Just a big king-size bed all to myself. It’s quiet and mine, all mine.
A little later, I make my way to the lobby to meet Nolan. When I get off the elevator, I do a double take.
Dot and Bette are here too.
In the same hotel, with the same network handler who escorted us over earlier today.
13
There is No Just
Nolan
* * *
“Get your butt over here right now, Nolan McKay!”
Not that I planned on ignoring Bette, but there’s no one on earth who could deny her a hug right now.
Her arms stretch out wide; her smile wraps around the city.

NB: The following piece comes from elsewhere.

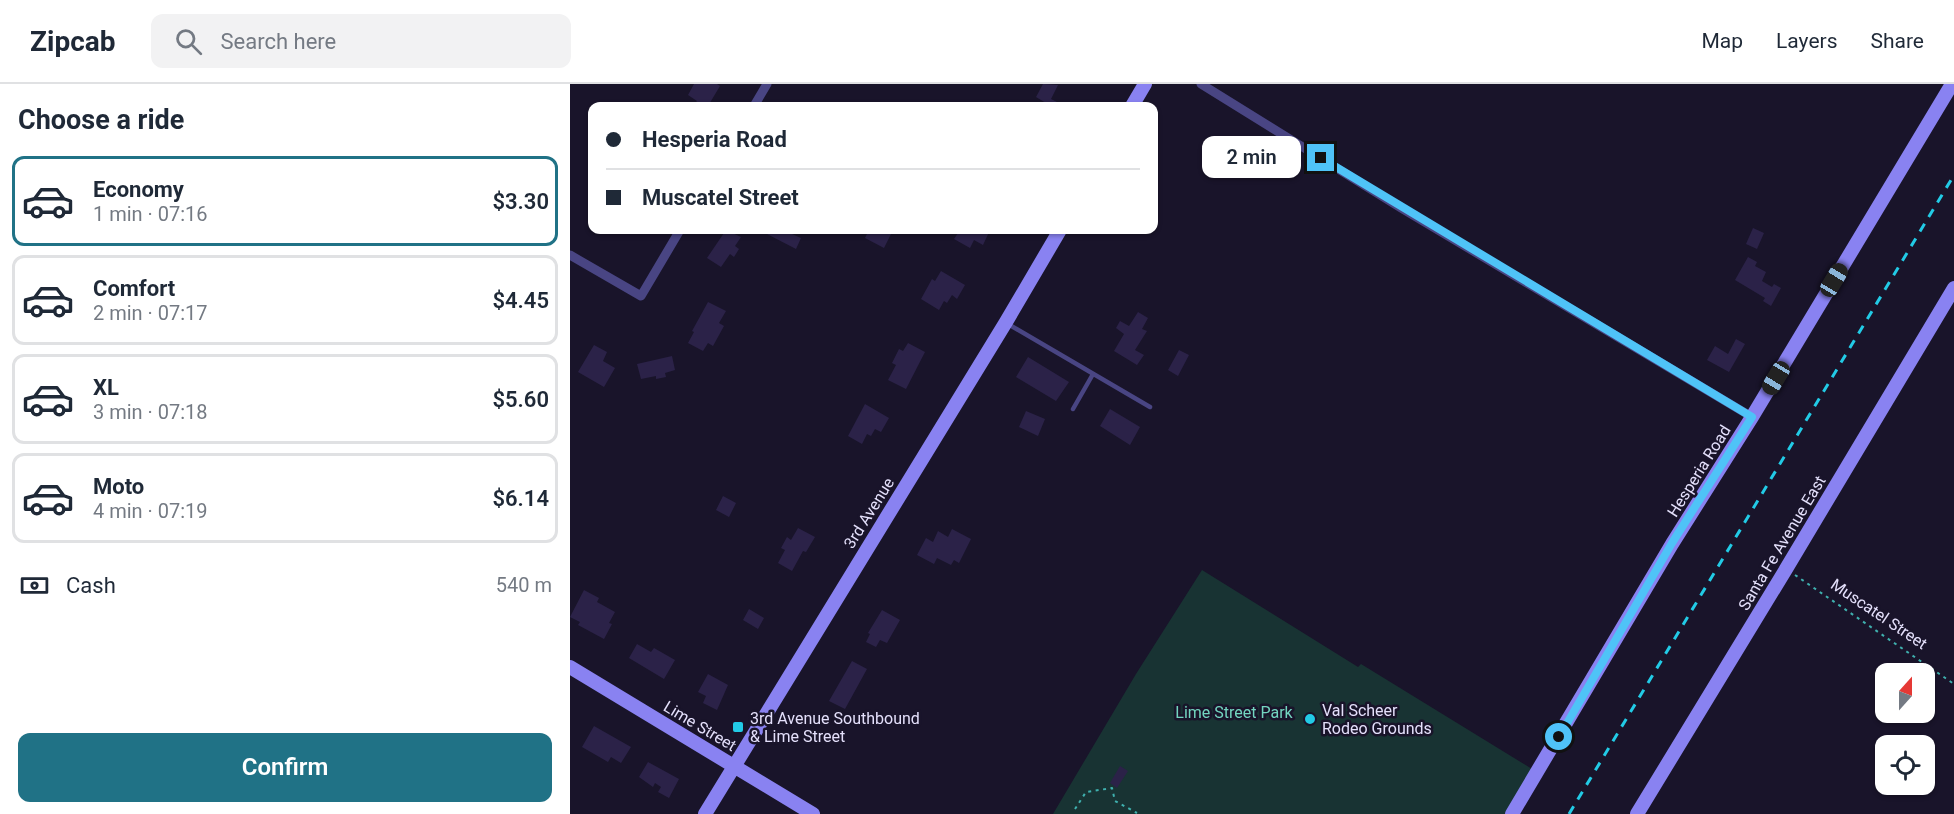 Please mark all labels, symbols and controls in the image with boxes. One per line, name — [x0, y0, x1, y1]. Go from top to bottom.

She’s decked out in jeans and a San Francisco Hawks jersey with a pink gingham bandana pinning back her dark hair.
I cross the distance in the lobby, and she sweeps me up in a hug. “What the heck are you doing here, you cuties?”
Funny, I could ask the same of her and Dot.
And I’m dying to know.
The platinum blonde turns to me, parks her hands on her hips. “Exactly! To what do we owe the pleasure of seeing you sweeties again?” Her blue eyes swing around the lobby, landing on Emerson, right beside me.
There are more hugs, then James darts aside with a quick excuse me as he whips his phone from his pocket. Guess he won’t be giving any answers.
“Webflix picked up our show,” Emerson says brightly.
Dot’s jaw drops.
Bette claps. “That is so fantastic. I’m so stinking happy for you. We got a show too. Can you believe it? Maybe we’ll all be TV stars,” Bette says, adding jazz hands.
A throat clears. “Dot. It’s getting late. You need to get to sleep soon.” It’s the boss. Evelyn’s telling it like it is, ordering her grandma and her grandma’s friend around. The girl in fishnets and motorcycle boots seemed to just appear out of thin air. Maybe she’s magic. I wouldn’t be surprised.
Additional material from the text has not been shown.